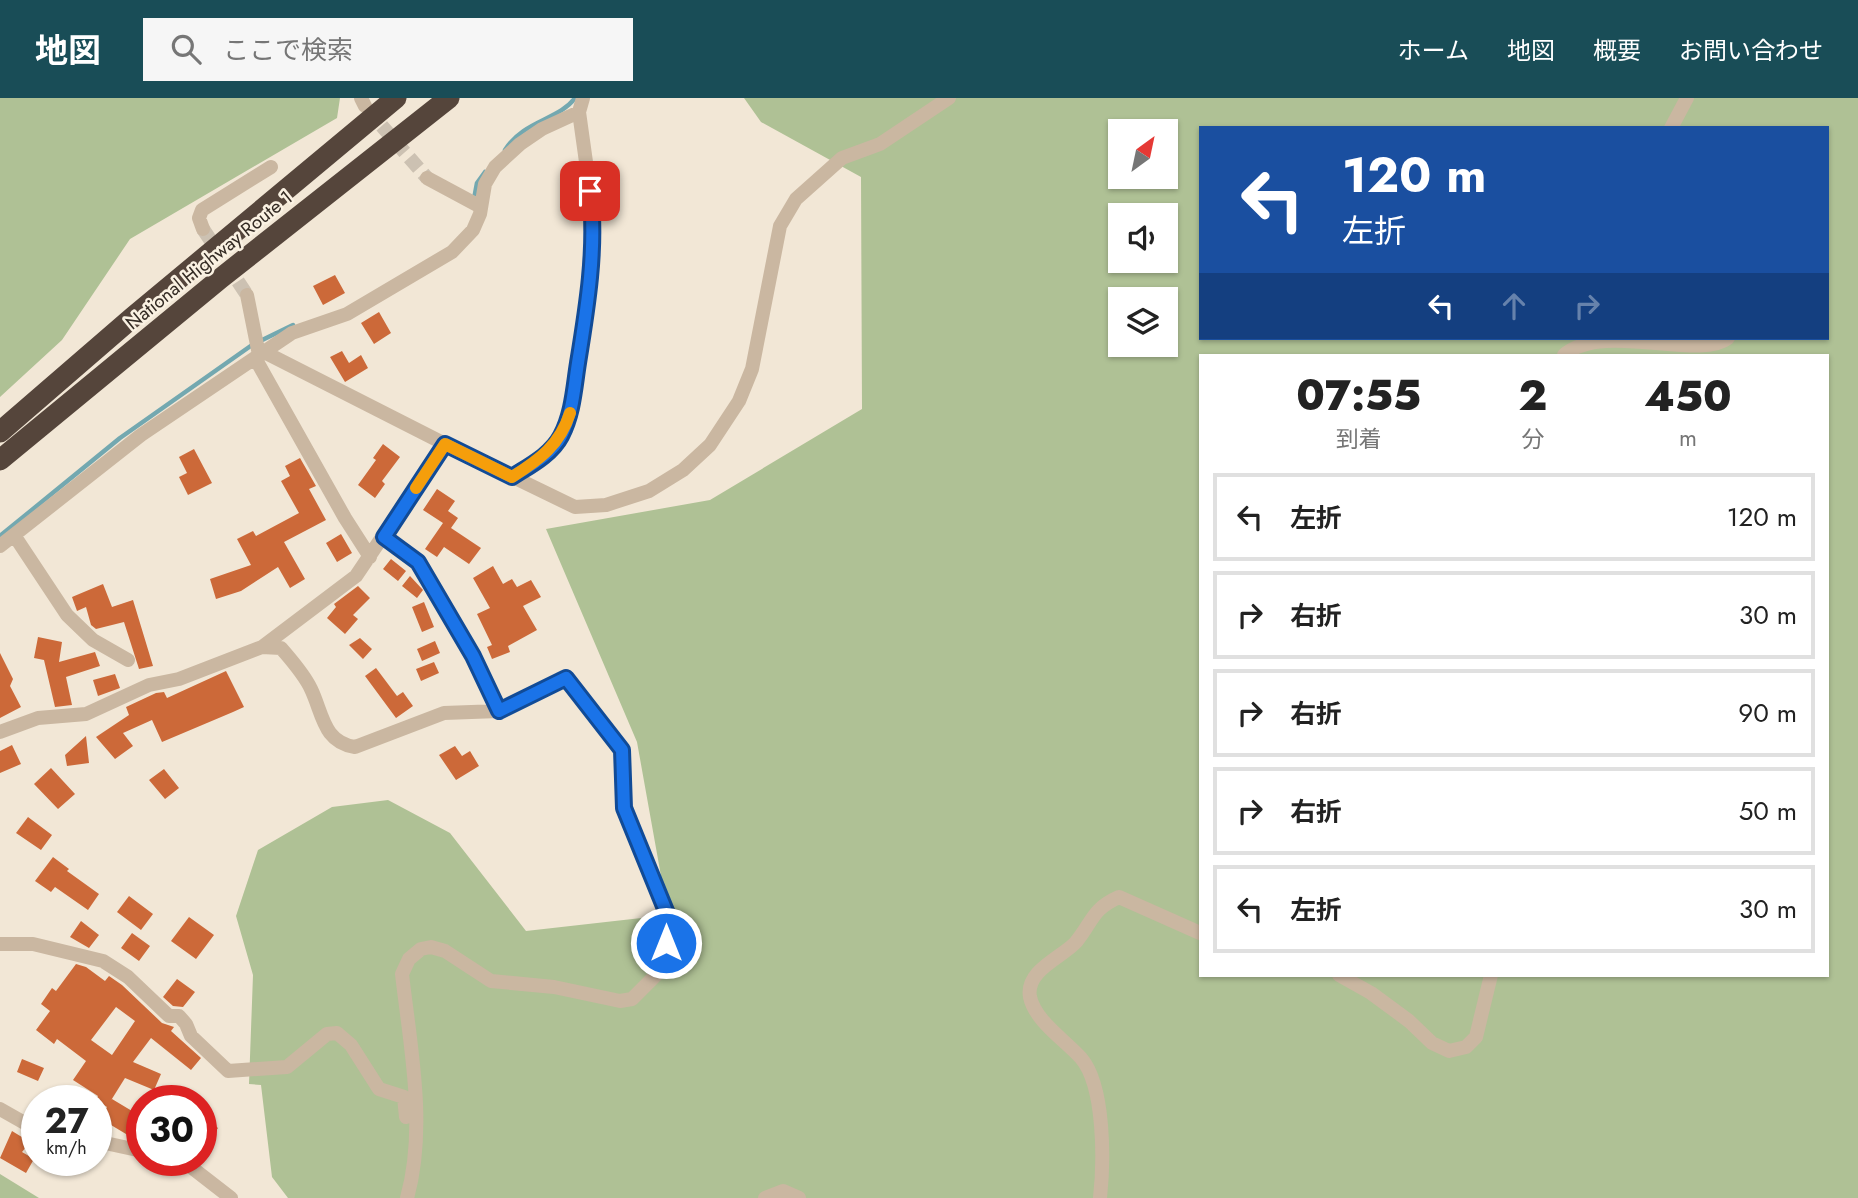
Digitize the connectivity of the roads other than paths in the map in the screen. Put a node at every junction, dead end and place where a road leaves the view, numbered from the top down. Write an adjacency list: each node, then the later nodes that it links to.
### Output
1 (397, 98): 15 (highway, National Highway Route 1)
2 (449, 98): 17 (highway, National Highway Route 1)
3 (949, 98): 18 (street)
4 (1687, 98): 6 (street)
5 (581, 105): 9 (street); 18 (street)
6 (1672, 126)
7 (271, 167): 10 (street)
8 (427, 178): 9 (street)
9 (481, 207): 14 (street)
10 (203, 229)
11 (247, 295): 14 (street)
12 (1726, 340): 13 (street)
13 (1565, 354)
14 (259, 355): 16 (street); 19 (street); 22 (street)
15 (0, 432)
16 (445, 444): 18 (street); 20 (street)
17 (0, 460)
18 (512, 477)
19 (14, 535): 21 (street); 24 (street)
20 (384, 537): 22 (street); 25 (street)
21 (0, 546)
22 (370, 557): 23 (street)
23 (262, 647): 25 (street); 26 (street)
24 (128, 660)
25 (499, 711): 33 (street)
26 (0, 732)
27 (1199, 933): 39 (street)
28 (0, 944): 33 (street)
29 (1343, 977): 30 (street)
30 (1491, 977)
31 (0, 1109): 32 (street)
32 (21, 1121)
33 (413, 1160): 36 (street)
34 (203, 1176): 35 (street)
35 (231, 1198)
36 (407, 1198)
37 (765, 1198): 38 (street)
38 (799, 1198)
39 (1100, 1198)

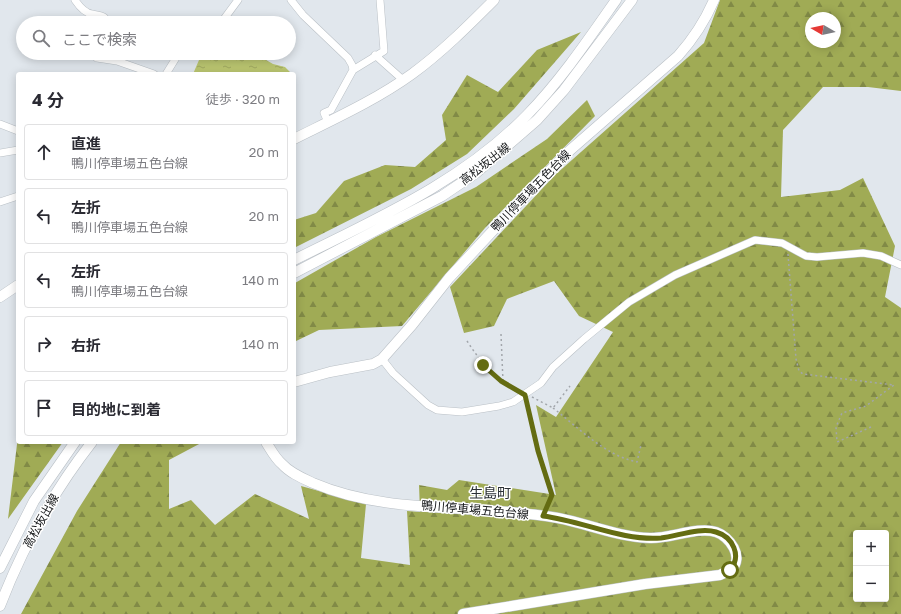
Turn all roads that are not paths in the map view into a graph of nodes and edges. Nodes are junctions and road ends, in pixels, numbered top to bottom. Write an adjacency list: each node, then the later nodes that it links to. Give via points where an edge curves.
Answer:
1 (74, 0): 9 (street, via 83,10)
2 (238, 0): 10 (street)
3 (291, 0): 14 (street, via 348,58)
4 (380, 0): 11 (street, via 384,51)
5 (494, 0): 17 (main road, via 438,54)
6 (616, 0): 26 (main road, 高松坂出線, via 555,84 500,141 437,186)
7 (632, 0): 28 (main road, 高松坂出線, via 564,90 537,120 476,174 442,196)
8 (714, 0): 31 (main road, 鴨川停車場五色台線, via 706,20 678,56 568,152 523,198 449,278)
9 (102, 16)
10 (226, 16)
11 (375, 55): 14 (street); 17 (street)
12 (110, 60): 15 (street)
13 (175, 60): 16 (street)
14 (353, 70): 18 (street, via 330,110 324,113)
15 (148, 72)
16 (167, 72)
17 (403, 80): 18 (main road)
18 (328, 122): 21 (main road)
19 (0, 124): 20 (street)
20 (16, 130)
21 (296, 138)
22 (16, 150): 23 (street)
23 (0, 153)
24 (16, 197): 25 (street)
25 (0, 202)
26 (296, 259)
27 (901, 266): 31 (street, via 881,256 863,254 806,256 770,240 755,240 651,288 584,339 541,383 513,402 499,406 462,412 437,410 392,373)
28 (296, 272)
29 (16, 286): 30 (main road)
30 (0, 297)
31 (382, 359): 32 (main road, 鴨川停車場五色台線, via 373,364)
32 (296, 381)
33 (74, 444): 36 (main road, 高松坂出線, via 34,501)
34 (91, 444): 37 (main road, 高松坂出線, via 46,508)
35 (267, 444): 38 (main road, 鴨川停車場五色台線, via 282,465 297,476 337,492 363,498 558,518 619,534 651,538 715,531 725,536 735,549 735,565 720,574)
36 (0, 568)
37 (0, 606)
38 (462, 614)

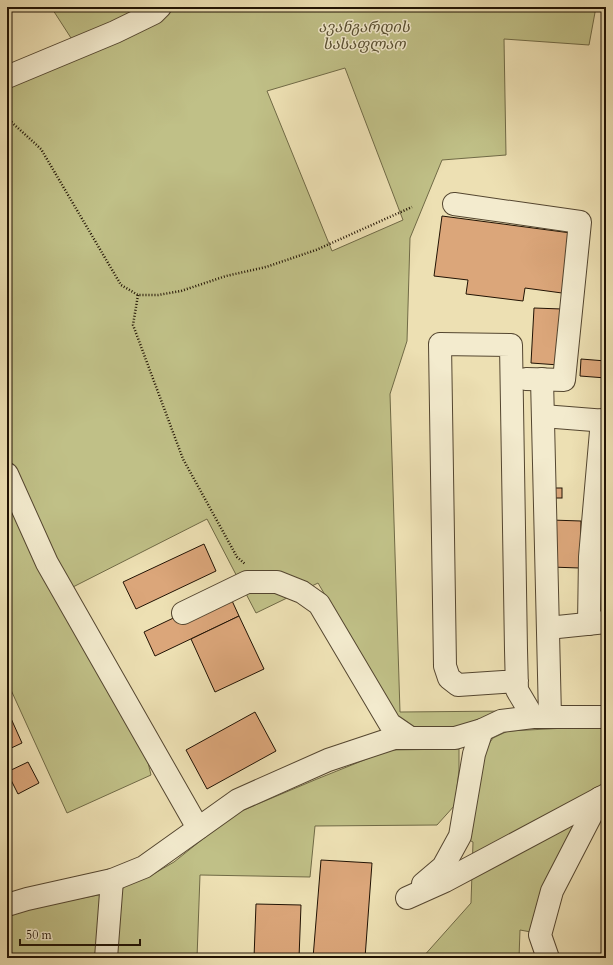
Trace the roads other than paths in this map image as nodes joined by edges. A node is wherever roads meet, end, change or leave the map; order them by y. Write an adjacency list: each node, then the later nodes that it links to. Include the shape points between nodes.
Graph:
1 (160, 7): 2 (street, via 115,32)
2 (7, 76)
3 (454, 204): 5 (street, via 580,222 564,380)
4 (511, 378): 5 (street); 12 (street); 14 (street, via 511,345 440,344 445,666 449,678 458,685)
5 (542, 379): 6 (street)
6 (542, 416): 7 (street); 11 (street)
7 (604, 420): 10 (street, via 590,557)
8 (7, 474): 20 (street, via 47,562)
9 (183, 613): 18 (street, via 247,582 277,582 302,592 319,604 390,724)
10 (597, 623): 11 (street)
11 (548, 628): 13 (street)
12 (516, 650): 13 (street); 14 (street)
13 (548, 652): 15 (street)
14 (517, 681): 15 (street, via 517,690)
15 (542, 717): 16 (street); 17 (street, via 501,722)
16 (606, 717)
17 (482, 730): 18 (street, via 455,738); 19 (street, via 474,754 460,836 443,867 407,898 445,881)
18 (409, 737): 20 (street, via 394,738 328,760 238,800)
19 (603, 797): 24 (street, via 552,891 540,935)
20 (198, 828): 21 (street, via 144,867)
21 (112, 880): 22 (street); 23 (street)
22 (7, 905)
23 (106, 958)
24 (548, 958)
--
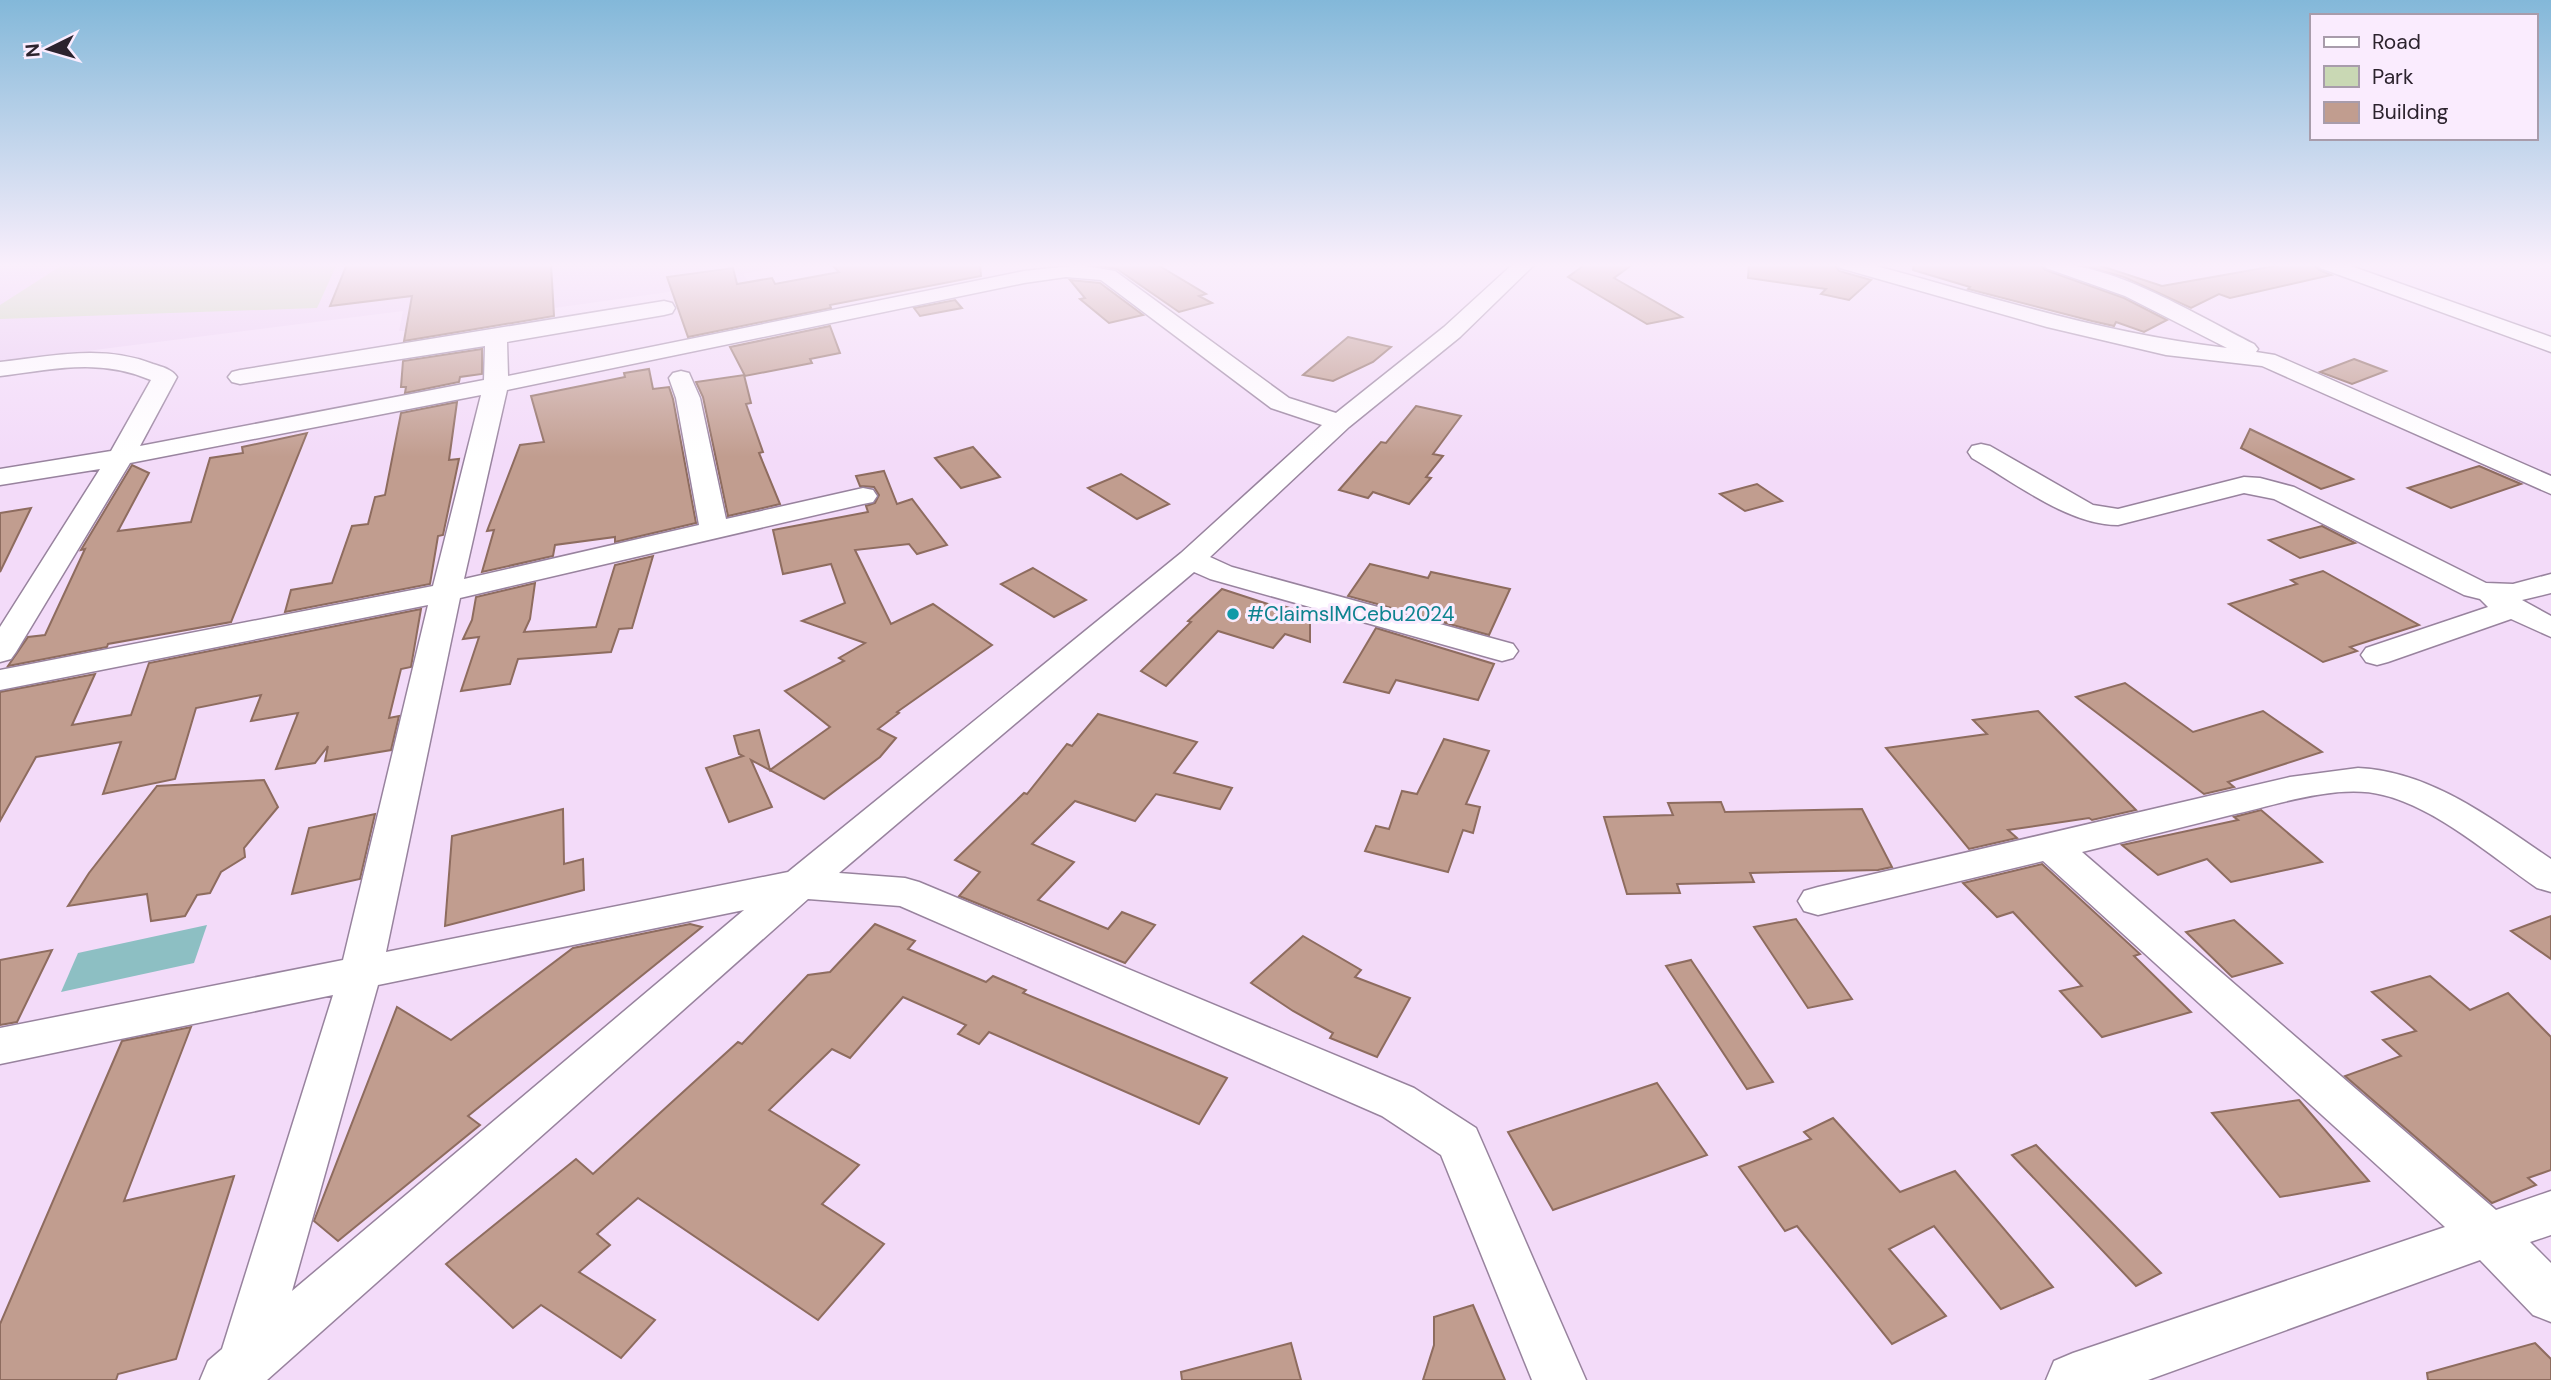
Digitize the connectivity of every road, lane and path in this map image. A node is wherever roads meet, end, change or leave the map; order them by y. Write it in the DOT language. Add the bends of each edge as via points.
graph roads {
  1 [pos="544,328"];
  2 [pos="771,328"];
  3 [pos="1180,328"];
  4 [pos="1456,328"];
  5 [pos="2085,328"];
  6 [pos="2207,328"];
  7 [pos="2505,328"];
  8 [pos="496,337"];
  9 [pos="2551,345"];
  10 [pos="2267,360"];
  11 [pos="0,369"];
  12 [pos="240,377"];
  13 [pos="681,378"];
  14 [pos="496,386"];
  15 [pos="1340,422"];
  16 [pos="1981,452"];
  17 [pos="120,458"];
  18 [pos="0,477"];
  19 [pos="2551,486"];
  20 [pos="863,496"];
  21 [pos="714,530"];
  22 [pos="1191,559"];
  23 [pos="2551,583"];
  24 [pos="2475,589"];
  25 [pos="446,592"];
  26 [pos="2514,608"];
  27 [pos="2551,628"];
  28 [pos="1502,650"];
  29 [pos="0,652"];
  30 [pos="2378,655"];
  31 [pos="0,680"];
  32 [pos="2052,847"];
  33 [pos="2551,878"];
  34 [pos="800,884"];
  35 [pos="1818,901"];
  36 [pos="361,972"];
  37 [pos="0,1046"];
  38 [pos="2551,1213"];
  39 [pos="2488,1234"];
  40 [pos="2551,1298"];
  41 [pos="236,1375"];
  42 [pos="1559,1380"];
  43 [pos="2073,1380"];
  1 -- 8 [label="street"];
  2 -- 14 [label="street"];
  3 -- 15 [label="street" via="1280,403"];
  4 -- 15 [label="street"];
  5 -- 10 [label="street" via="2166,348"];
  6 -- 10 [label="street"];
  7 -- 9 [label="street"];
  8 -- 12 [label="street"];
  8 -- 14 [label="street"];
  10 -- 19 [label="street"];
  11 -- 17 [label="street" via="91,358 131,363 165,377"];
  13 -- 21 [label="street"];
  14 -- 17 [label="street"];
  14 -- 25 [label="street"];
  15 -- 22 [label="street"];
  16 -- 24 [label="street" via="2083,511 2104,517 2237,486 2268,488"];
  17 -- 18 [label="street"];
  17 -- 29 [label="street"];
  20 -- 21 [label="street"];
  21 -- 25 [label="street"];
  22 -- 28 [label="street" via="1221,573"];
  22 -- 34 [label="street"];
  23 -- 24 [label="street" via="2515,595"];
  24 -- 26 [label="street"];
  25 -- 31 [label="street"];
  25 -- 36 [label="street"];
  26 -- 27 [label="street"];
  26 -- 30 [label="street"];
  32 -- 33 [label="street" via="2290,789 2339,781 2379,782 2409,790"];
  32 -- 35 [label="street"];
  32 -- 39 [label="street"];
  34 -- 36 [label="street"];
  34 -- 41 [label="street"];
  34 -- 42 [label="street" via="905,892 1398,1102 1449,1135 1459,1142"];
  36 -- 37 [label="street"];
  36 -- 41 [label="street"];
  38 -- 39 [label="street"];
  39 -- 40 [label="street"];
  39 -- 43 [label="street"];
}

* **About this task**
Every line of the listing that holds "edges" should be found and copied.

* **Reply to the task**
Turn all roads that are not paths in the map view into a graph of nodes and edges. Nodes are junctions and road ends, in pixels, numbered top to bottom. Write an adjacency list: each node, then the later nodes that it links to. Give via points where an edge curves.
Trace the roads other than paths in this map image as nodes joined by edges. A node is wherever roads meet, end, change or leave the map; order them by y. Write an adjacency list: each node, then the later nodes that it links to. Include the shape points between nodes.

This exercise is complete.